Abstract
It is now recognized worldwide that soil erosion on agricultural fields due to ephemeral gullies may be greater than those losses attributed to sheet and rill erosion processes. Yet it is not known whether the common practice of repairing or obliterating these gullies during annual tillage activities exacerbates or mitigates soil losses over long time periods. Here, a numerical model is used to demonstrate the potential effects of annual tillage on cumulative soil losses from four geographic regions plagued by ephemeral gullies as compared to no-till conditions where the gullies are free to grow and evolve over time and space. Historical precipitation data and field measurements were compiled for specific sites in Belgium, Mississippi, Iowa, and Georgia, and the model simulated ephemeral gully development and evolution during the growing seasons over a continuous 10-year period.
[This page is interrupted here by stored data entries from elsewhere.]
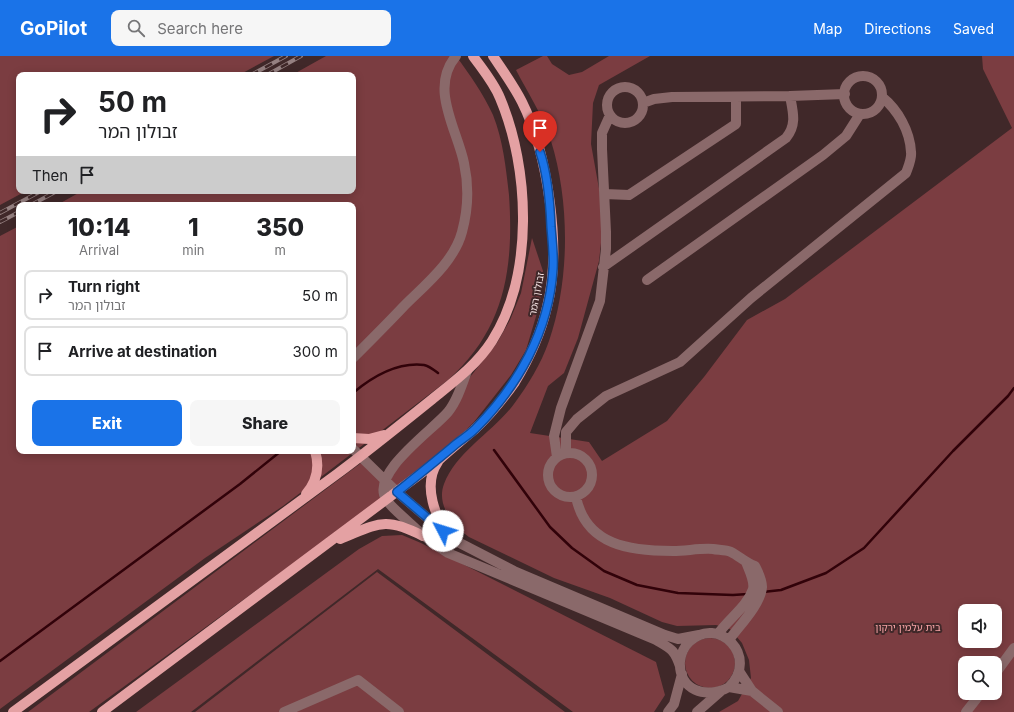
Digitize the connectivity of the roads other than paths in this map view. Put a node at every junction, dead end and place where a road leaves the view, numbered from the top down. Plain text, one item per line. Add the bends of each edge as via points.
1 (456, 56) edge
2 (474, 56) edge
3 (493, 56) edge
4 (845, 94) junction
5 (790, 96) junction
6 (736, 97) junction
7 (882, 97) junction
8 (643, 103) junction
9 (860, 114) junction
10 (610, 115) junction
11 (605, 194) junction
12 (603, 267) junction
13 (647, 280) dead end
14 (356, 355) edge
15 (467, 371) junction
16 (397, 428) junction
17 (356, 438) edge
18 (356, 452) edge
19 (315, 454) edge
20 (561, 455) junction
21 (361, 456) junction
22 (439, 460) junction
23 (386, 482) junction
24 (397, 492) junction
25 (576, 497) junction
26 (387, 500) junction
27 (295, 505) junction
28 (423, 536) junction
29 (452, 539) junction
30 (319, 550) junction
31 (756, 577) junction
32 (718, 634) junction
33 (699, 635) junction
34 (728, 640) junction
35 (1014, 648) edge
36 (1002, 664) edge
37 (681, 670) junction
38 (739, 671) junction
39 (725, 689) junction
40 (752, 691) junction
41 (975, 700) edge
42 (13, 712) edge
43 (102, 712) edge
44 (284, 712) edge
45 (399, 712) edge
46 (668, 712) edge
47 (697, 712) edge
48 (778, 712) edge
49 (966, 712) edge

1 - 14 street via 446,72 445,94 446,107 464,162 468,193 462,233 450,256 434,276
2 - 15 main road via 493,84 509,124 516,148 522,208 521,250 515,288 504,318 491,342
3 - 22 main road, זבולון המר via 522,102 544,163 553,268 548,306 536,341 512,386 474,430
4 - 5 street
4 - 7 street via 846,88 856,78 868,77 879,85
4 - 9 street via 850,109
5 - 6 street
5 - 12 street via 794,123 786,138
6 - 8 street via 654,98
6 - 11 street via 736,124 629,195
7 - 9 street via 877,108
7 - 20 street via 892,105 908,135 912,153 906,174 751,298 680,362 606,396 577,419 566,432
8 - 10 street via 640,114 631,122 619,122
8 - 10 street via 635,89 619,88 610,94 608,99 607,110
9 - 13 street via 846,136 829,150
10 - 11 street via 602,133
11 - 12 street via 606,249
12 - 20 street via 600,301 565,393 555,431 554,447
15 - 16 main road
15 - 23 street via 449,411 402,456 390,471
16 - 17 main road via 369,439
16 - 21 main road
18 - 21 street
19 - 27 main road via 316,478
20 - 25 street via 552,462 548,475 552,488 563,496
20 - 25 street via 579,454 590,463 593,477 588,489
21 - 23 street
21 - 27 main road
22 - 24 main road, זבולון המר
22 - 29 main road via 432,475 432,499 440,522
23 - 24 street
23 - 26 street via 384,492
24 - 26 main road, זבולון המר
24 - 29 street
25 - 31 street via 578,508 592,530 608,541 638,550 711,549 730,552 755,566
26 - 28 street
26 - 30 main road, זבולון המר
27 - 42 main road
28 - 30 main road via 404,526 386,523 340,539
28 - 37 street via 448,553 656,640 670,648
29 - 33 street via 514,571 665,635 678,639
30 - 43 main road
31 - 32 street via 747,600
31 - 34 street via 762,588 754,607
32 - 33 street
32 - 34 street
33 - 37 street via 686,644 680,659
34 - 38 street via 738,652
35 - 36 street
37 - 39 street via 686,682 702,692 712,693
37 - 46 street via 674,704
38 - 39 street via 734,682
38 - 40 street
39 - 40 street
39 - 47 street
40 - 48 street
41 - 49 street
44 - 45 street via 358,680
When agricultural fields are not tilled annually, the simulations suggest that gullies attain their maximum dimensions during the first few years in response to several relatively large runoff events. During subsequent runoff events, the gullies no longer erode their channels significantly, and soil losses due to gully erosion decrease markedly. When agricultural fields are tilled annually, the ephemeral gully channels are reactivated, thus causing significant soil losses each year in response to runoff events. Over the 10-year simulation, the modeling results suggest that erosion rates in these four geographic regions can be 250% to 450% greater when gullies are tilled and reactivated annually as opposed to the no-till condition. These results reveal that routine filling of ephemeral gully channels during tillage practices may result in markedly higher rates of soil loss as compared to allowing these gullies to persist on the landscape, demonstrating a further advantage of adopting no-till management practices.
Footnotes
Lee M. Gordon is a graduate research assistant and Sean J. Bennett is an associate professor in the Department of Geography, University at Buffalo, Buffalo, New York. Carlos V. Alonso is a supervisory research hydraulic engineer and Ronald L. Bingner is a research agricultural engineer at the National Sedimentation Laboratory, USDA Agricultural Research Service, Oxford, Mississippi.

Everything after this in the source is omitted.